‘Can you stop by the mill on your way home? Maddalena promised Gabriella the fresh oil for her event tomorrow. You can take it out to her.’
That got his attention. ‘Gabriella? Can’t Davide take it?’ Gabriella was a family friend who ran a restaurant up in the hills.
‘He’s bringing the second load to the mill and then he has to get home to Palmanova. Gabriella’s place is close to Cividale. Take Julia. She hasn’t seen enough of the area and she’ll want to see the old chestnut.’
Alex must have been imagining that Berengario knew the nonsense he had spouted about Julia’s eyes. He gave his old friend a measured look. ‘It’s half an hour away and it’ll be dark.’
Berengario shrugged. ‘Take a torch. The tree’s not far off the road.’
Stifling a grumble, he nodded and went back to work with Julia and her new best friend, Davide, even more annoyed with himself for making too much of… everything. If she liked Davide then it was none of his business, and if she wanted to go and collect mushrooms with him, that waswonderful. She’d love it.
The sun had just dipped behind the distant hills when the harvest party packed up for the day and Arco was the first to bound back to the car. Although it wasn’t the car exactly that he returned to – it was Alex. He gave the pup a reluctant smile and a rub.

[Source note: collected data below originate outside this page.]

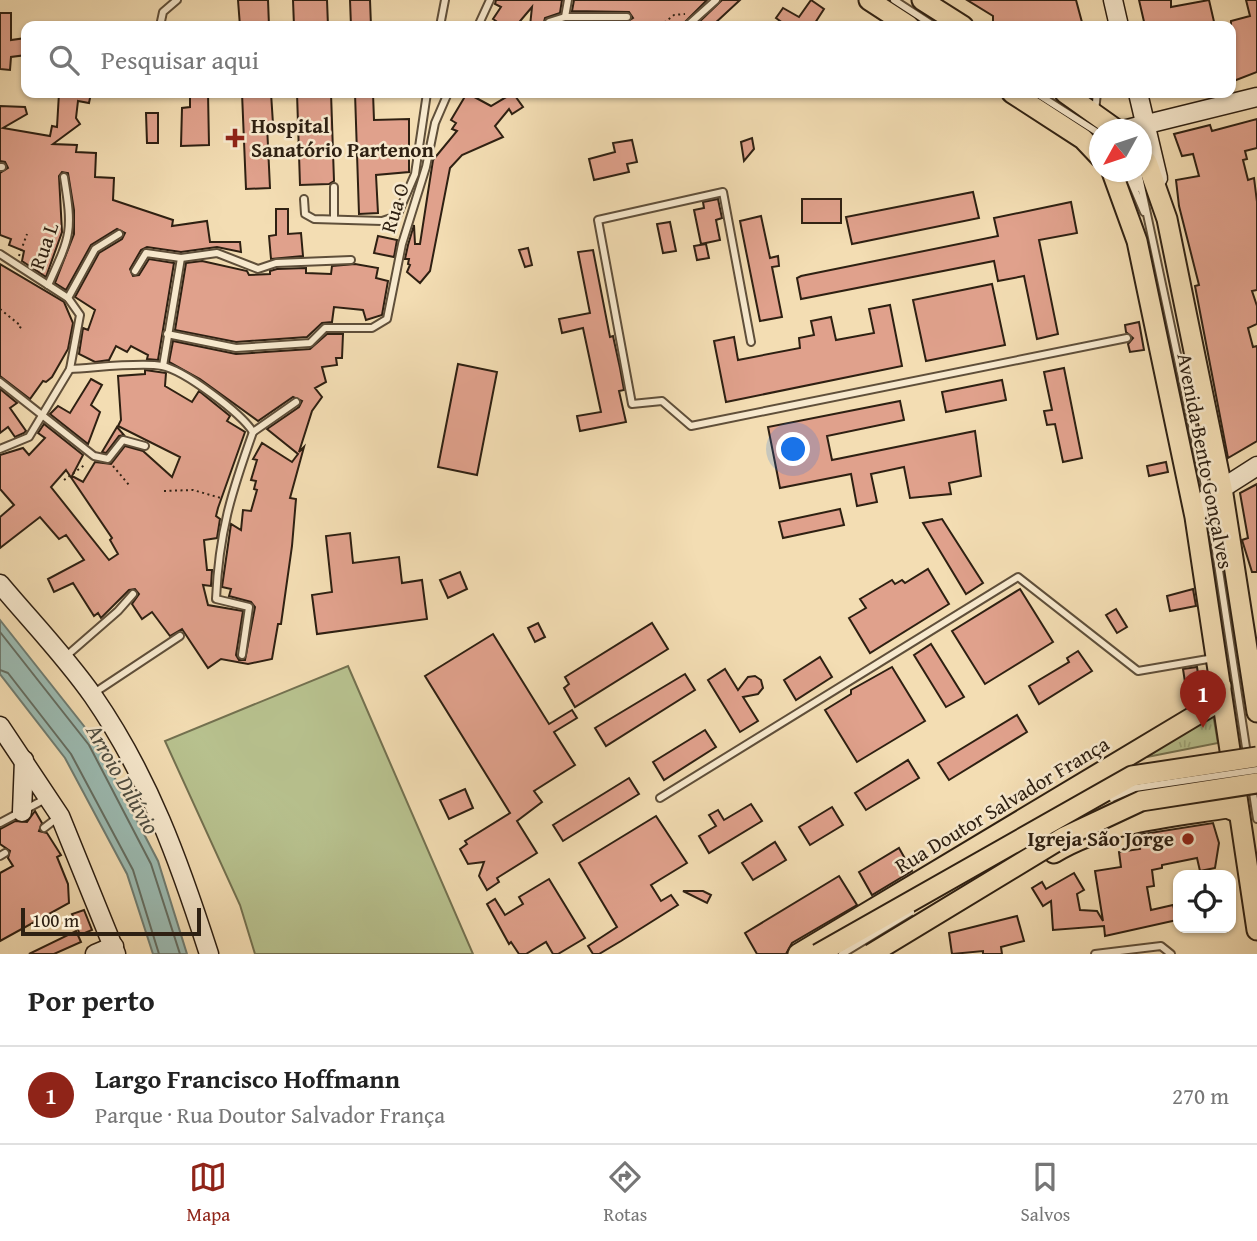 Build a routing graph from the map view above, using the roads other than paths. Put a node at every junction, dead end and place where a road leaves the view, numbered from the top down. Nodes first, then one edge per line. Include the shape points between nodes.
1 (177, 0) edge
2 (445, 0) edge
3 (490, 0) edge
4 (568, 0) edge
5 (716, 0) edge
6 (869, 0) edge
7 (894, 0) edge
8 (922, 0) edge
9 (1113, 0) edge
10 (565, 17) junction
11 (627, 17) dead end
12 (161, 21) edge
13 (440, 21) edge
14 (480, 21) edge
15 (552, 21) edge
16 (694, 21) edge
17 (901, 21) edge
18 (926, 21) edge
19 (955, 21) edge
20 (1118, 21) edge
21 (1257, 97) edge
22 (426, 98) edge
23 (446, 98) edge
24 (1022, 98) edge
25 (1043, 98) edge
26 (1139, 98) edge
27 (1096, 103) edge
28 (1108, 119) edge
29 (1145, 119) edge
30 (1152, 123) edge
31 (1089, 132) edge
32 (1089, 133) edge
33 (1152, 170) edge
34 (64, 177) dead end
35 (1116, 182) edge
36 (1133, 182) edge
37 (1138, 182) edge
38 (1142, 182) edge
39 (1151, 182) edge
40 (334, 187) dead end
41 (304, 199) dead end
42 (334, 219) junction
43 (1159, 224) junction
44 (119, 234) dead end
45 (1, 257) edge
46 (181, 258) junction
47 (351, 260) dead end
48 (135, 271) dead end
49 (48, 285) junction
50 (68, 298) junction
51 (167, 334) junction
52 (1127, 338) dead end
53 (751, 342) dead end
54 (163, 366) junction
55 (70, 369) junction
56 (0, 382) edge
57 (296, 402) dead end
58 (42, 415) junction
59 (253, 432) junction
60 (145, 446) dead end
61 (0, 449) edge
62 (1257, 466) edge
63 (1215, 493) junction
64 (1195, 517) junction
65 (0, 584) edge
66 (133, 594) dead end
67 (180, 636) dead end
68 (242, 654) dead end
69 (1216, 657) junction
70 (62, 659) junction
71 (1221, 686) junction
72 (92, 695) junction
73 (1257, 712) edge
74 (0, 726) edge
75 (1126, 757) junction
76 (1257, 757) edge
77 (24, 760) junction
78 (1257, 770) edge
79 (1257, 783) edge
80 (49, 798) junction
81 (660, 798) dead end
82 (22, 812) junction
83 (1248, 816) edge
84 (1146, 820) junction
85 (0, 823) edge
86 (1257, 930) edge
87 (115, 950) edge
88 (95, 954) edge
89 (209, 954) edge
90 (798, 954) edge
91 (818, 954) edge
92 (842, 954) edge
93 (871, 954) edge
94 (886, 954) edge
95 (1094, 954) edge
96 (1171, 954) edge

1 - 12 lane via 163,12
2 - 13 lane
3 - 14 lane
4 - 10 lane
5 - 16 lane
6 - 17 main road
7 - 18 lane
8 - 19 main road
9 - 20 main road
10 - 11 lane
10 - 15 lane
21 - 30 main road
22 - 42 lane via 415,174 400,212 383,221
23 - 51 lane, Rua O via 402,243 387,319 372,328 325,328 310,343 236,348
24 - 32 main road
25 - 31 lane
26 - 29 main road
27 - 28 main road
33 - 43 main road
34 - 49 lane, Rua L via 72,221 68,243
35 - 64 main road, Avenida Bento Gonçalves via 1138,240
36 - 43 lane
37 - 43 lane
38 - 43 lane
39 - 43 main road, Avenida Bento Gonçalves
40 - 42 lane
41 - 42 lane via 307,216
43 - 63 main road, Avenida Bento Gonçalves
44 - 50 lane via 95,249
45 - 49 lane
46 - 47 lane via 217,253 258,269 276,262
46 - 48 lane via 146,253
46 - 51 lane
49 - 50 lane
50 - 55 lane via 80,316
51 - 54 lane
52 - 53 lane via 691,426 662,401 632,404 598,220 723,192
54 - 55 lane
54 - 59 lane via 201,386 246,420
55 - 58 lane
56 - 58 lane
57 - 59 lane
58 - 60 lane via 94,456 108,459 123,440
58 - 61 lane via 29,437
59 - 68 lane via 218,548 216,599 249,607
62 - 63 main road
63 - 64 main road
63 - 73 main road, Avenida Bento Gonçalves
63 - 83 lane
64 - 69 main road, Avenida Bento Gonçalves
65 - 70 main road
66 - 70 lane
67 - 72 lane
69 - 71 main road, Avenida Bento Gonçalves
69 - 81 lane via 1139,671 1018,578
70 - 72 main road
71 - 75 main road, Rua Doutor Salvador França via 1213,705
71 - 83 main road, Avenida Bento Gonçalves
72 - 89 main road via 138,769 174,845
74 - 77 main road
75 - 84 main road via 1150,776 1155,797
75 - 90 main road, Rua Doutor Salvador França
76 - 91 main road, bridge via 1132,776
77 - 80 main road
77 - 82 main road
78 - 92 lane, bridge via 1135,788 1074,813
79 - 93 main road, bridge via 1141,801 1064,837
80 - 82 lane
80 - 87 main road via 51,823 68,833
82 - 85 lane
83 - 84 main road via 1227,808
83 - 86 main road, Avenida Bento Gonçalves
84 - 94 main road via 1069,844
87 - 88 main road
95 - 96 lane via 1161,946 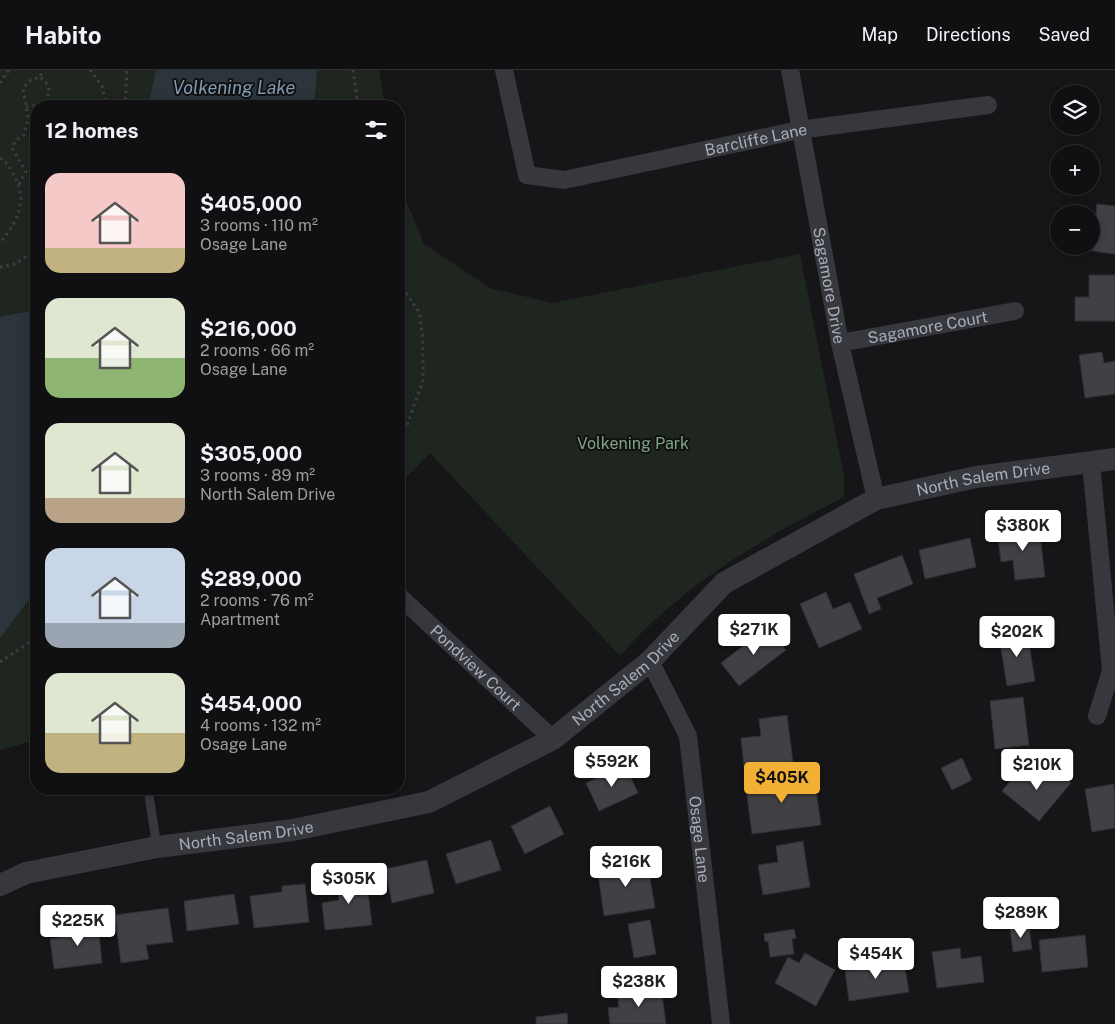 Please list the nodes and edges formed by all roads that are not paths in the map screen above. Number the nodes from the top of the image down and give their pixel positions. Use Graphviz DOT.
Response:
graph roads {
  1 [pos="504,70"];
  2 [pos="790,70"];
  3 [pos="988,105"];
  4 [pos="800,130"];
  5 [pos="1015,311"];
  6 [pos="840,343"];
  7 [pos="1115,459"];
  8 [pos="1092,463"];
  9 [pos="876,500"];
  10 [pos="405,602"];
  11 [pos="650,661"];
  12 [pos="1098,716"];
  13 [pos="552,739"];
  14 [pos="149,795"];
  15 [pos="157,847"];
  16 [pos="0,885"];
  17 [pos="721,1024"];
  1 -- 4 [label="street, Barcliffe Lane"];
  2 -- 4 [label="street, Sagamore Drive"];
  3 -- 4 [label="street, Barcliffe Lane"];
  4 -- 6 [label="street, Sagamore Drive"];
  5 -- 6 [label="street, Sagamore Court"];
  6 -- 9 [label="street, Sagamore Drive"];
  7 -- 8 [label="street, North Salem Drive"];
  8 -- 9 [label="street, North Salem Drive"];
  8 -- 12 [label="street"];
  9 -- 11 [label="street, North Salem Drive"];
  10 -- 13 [label="street, Pondview Court"];
  11 -- 13 [label="street, North Salem Drive"];
  11 -- 17 [label="street, Osage Lane"];
  13 -- 15 [label="street, North Salem Drive"];
  14 -- 15 [label="lane"];
  15 -- 16 [label="street, North Salem Drive"];
} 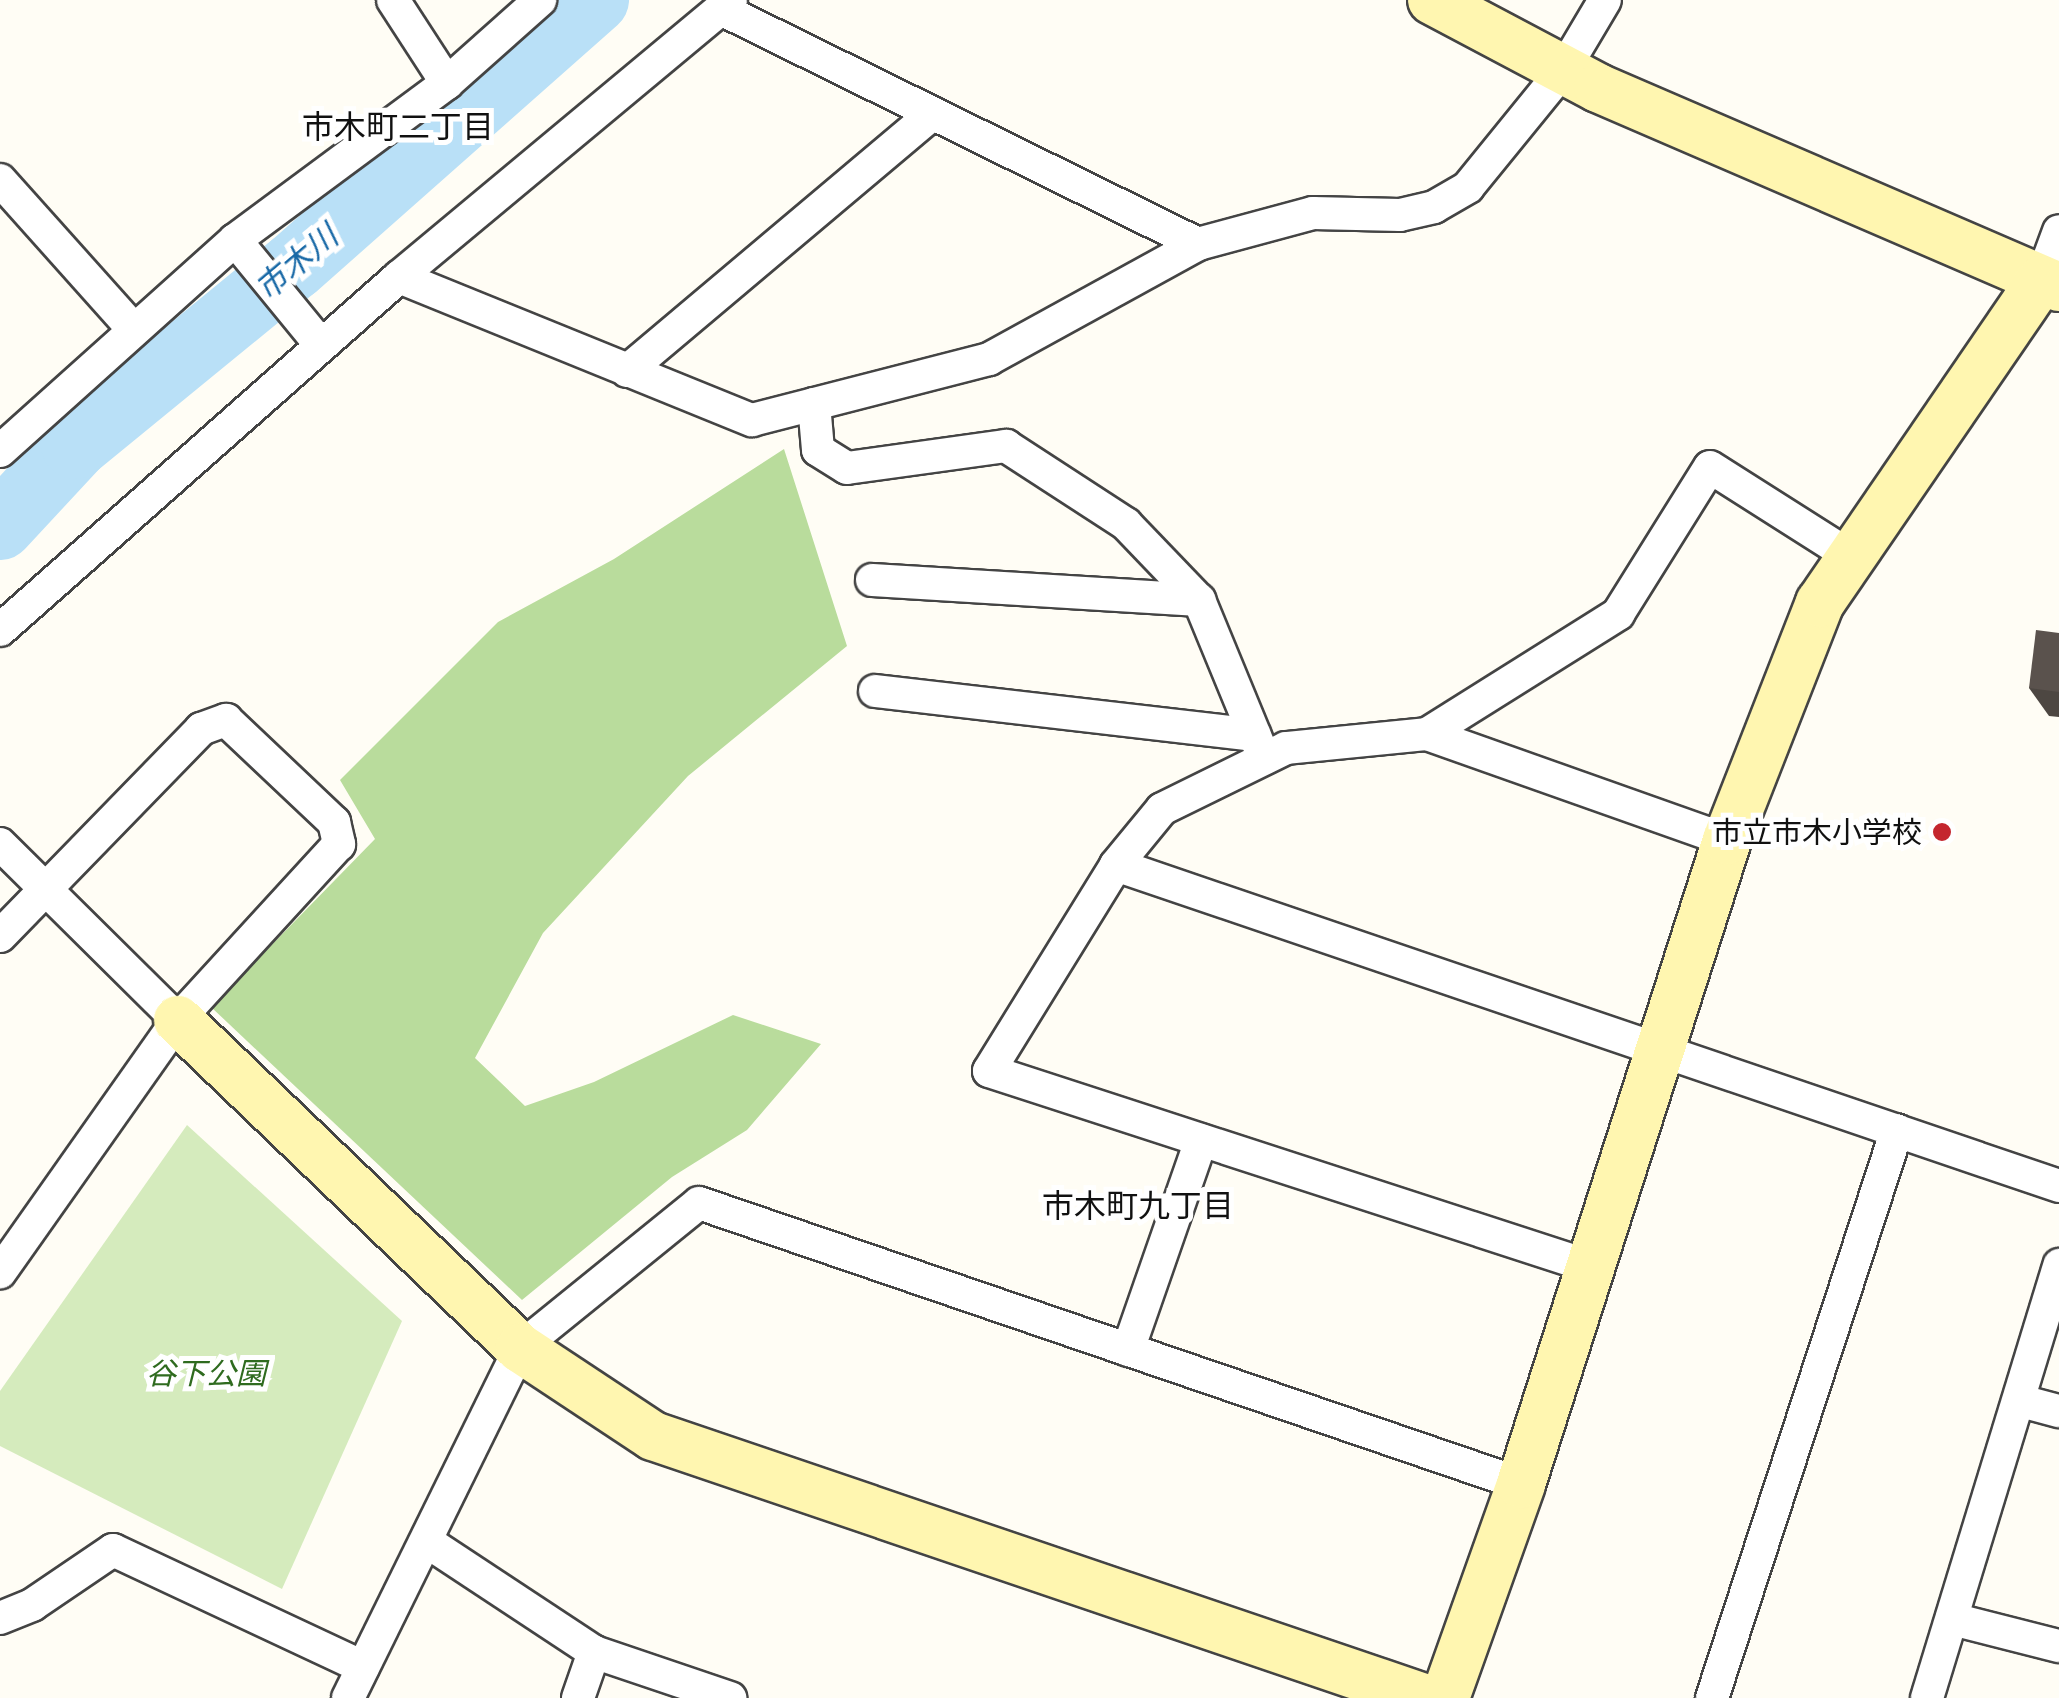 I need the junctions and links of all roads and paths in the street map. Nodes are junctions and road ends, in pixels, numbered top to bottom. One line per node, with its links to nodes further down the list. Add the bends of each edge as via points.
1 (393, 0): 7 (street)
2 (540, 0): 7 (street)
3 (1432, 0): 6 (street)
4 (1605, 0): 6 (street)
5 (726, 4): 8 (street); 13 (street)
6 (1564, 69): 11 (street, via 1468,187 1434,207 1400,214 1313,213); 14 (street)
7 (447, 83): 12 (street)
8 (933, 113): 11 (street); 17 (street)
9 (0, 180): 15 (street)
10 (2059, 231): 14 (street)
11 (1198, 244): 18 (street, via 989,359)
12 (243, 250): 15 (street); 16 (street)
13 (399, 277): 16 (street); 17 (street)
14 (2050, 284): 20 (street)
15 (133, 329): 19 (street)
16 (313, 335): 23 (street)
17 (627, 371): 18 (street, via 752,420)
18 (814, 404): 22 (street, via 818,450 847,468 1006,446 1126,524)
19 (0, 451)
20 (1850, 556): 25 (street, via 1710,467 1618,614); 27 (street, via 1820,602)
21 (872, 580): 22 (street)
22 (1199, 600): 26 (street)
23 (0, 630)
24 (875, 690): 26 (street)
25 (1427, 734): 26 (street); 27 (street)
26 (1259, 747): 29 (street, via 1162,809)
27 (1727, 840): 33 (street)
28 (0, 844): 30 (street)
29 (1116, 865): 33 (street); 35 (street, via 989,1070)
30 (48, 890): 31 (street); 32 (street); 32 (street, via 201,729 226,720 334,822 339,844)
31 (0, 936)
32 (178, 1020): 39 (street); 40 (street)
33 (1659, 1054): 34 (street); 38 (street)
34 (1897, 1130): 36 (street); 56 (street)
35 (1201, 1140): 38 (street); 41 (street)
36 (2059, 1186)
37 (2059, 1266): 42 (street)
38 (1592, 1267): 44 (street)
39 (0, 1272)
40 (520, 1348): 41 (street, via 699,1203); 45 (street); 54 (street, via 653,1436)
41 (1128, 1350): 44 (street)
42 (2021, 1401): 43 (street); 47 (street)
43 (2059, 1411)
44 (1521, 1484): 55 (street)
45 (429, 1544): 49 (street); 50 (street)
46 (0, 1618): 50 (street, via 32,1605 112,1550)
47 (1952, 1618): 48 (street); 57 (street)
48 (2059, 1646)
49 (594, 1652): 52 (street); 53 (street)
50 (363, 1667): 51 (street)
51 (348, 1698)
52 (578, 1698)
53 (730, 1698)
54 (1424, 1698)
55 (1445, 1698)
56 (1712, 1698)
57 (1927, 1698)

‘He’s had a good day,’ he commented when Jules approached, tugging her gloves off. She stretched and groaned, teetering as she worked the kinks out of her sore muscles. Watching her made his throat thick and he turned his attention back to Arco. ‘This is the happiest animal I think I’ve ever seen.’
‘And you have the grumpiest cat?’
His gaze snapped up. Her quip was a return to familiar ground, but there was a catch in her voice that hadn’t been there before. When he met her gaze – briefly, because she quickly looked away – he could see she was still working through what she’d learned about him that day. He hadn’t intentionally kept the information from her, but— Actually, perhaps he had. He hadn’t wanted her to know and now she did.
‘I’d say our pets copy our personalities, except that I know I could never be as purely happy as that,’ she continued as she slipped into the passenger seat after closing the door behind the contented dog. ‘And I know you aren’t always grumpy,’ she added, but he wasn’t sure she’d intended for him to hear.
Or perhaps he was just avoiding the conversation they should probably have. The prickle of emotions ran up to his hairline again when he remembered Davide casually explaining Alex’s connection to the family.
‘She died?’
A two-word question and a simple nod. So little for someone who held such an important place in his life.
‘What are we doing here?’ she asked when he turned into the parking lot at the agricultural school that housed the small mill on the outskirts of Cividale.
‘Come inside. I have to deliver some oil to a friend of Maddalena’s.’
‘The oil has already been extracted? Oh, I bet Arco can’t come in there. He’ll panic if I leave him in the car.’
‘I’ll just grab the oil then. But tomorrow we can leave Arco at home and I’ll show you around.’ There was that easy, familiar language again that had been kicking him in the shins all week, but he shouldn’t let it bother him so much. Something had obviously changed between them now she knew about Laura.
‘Are you sure I wouldn’t be in the way?’
‘You have to taste the oil fresh from the frantoio – the mill,’ he insisted. ‘It’s a rule.’
‘Well in that case.’ She gave him a tentative smile. ‘You’d better go get the oil.’
‘I won’t be long.’
He should have expected Berengario to fill a vintage damigiana with fresh oil and he lugged the bulbous green glass bottle laboriously back to the car, clutching it carefully with both hands. Tapping on the passenger-side window, he gestured urgently for Jules to open the door, heaving the bottle into her lap. Thankfully it was a ten-litre vessel instead of the larger ones which he wouldn’t have been able to lift.
She fumbled for it in surprise, her hands covering his for long enough for him to come up in prickles again.
‘Sorry,’ he said, out of breath, as he withdrew his hands. ‘It weighs a lot.’ Closing the door firmly behind him before he was tempted to pull the twig from her hair and brush back the strand that had fallen into her face.
Without looking to see what he suspected would be her pinched expression, he started the car and turned onto the main road out of town. Only when they reached the Ponte San Quirino, the border between Friuli proper and the Slovene-speaking Natisone Valley, did she sit up suddenly and peer out of the window.
Orange clouds glowed above the hills and the river rushed over stones, deep below the bridge, its signature aqua waters glowing pale in the evening light.
‘Where are we going?’
Guilt washed through him at her short tone. He deserved it. He’d been just as touchy as Attila – for days now. ‘Delivering the oil. I should have offered to drop you home. Berengario thought…’ He trailed off. Berengario hadn’t been serious. He’d been pushing Alex and Jules together again, the wily old man. ‘He said that you haven’t seen enough of the area.’
‘I suppose that’s true.’ She peered out of the windscreen at the rusty hills, dimming rapidly. ‘But how far is it?’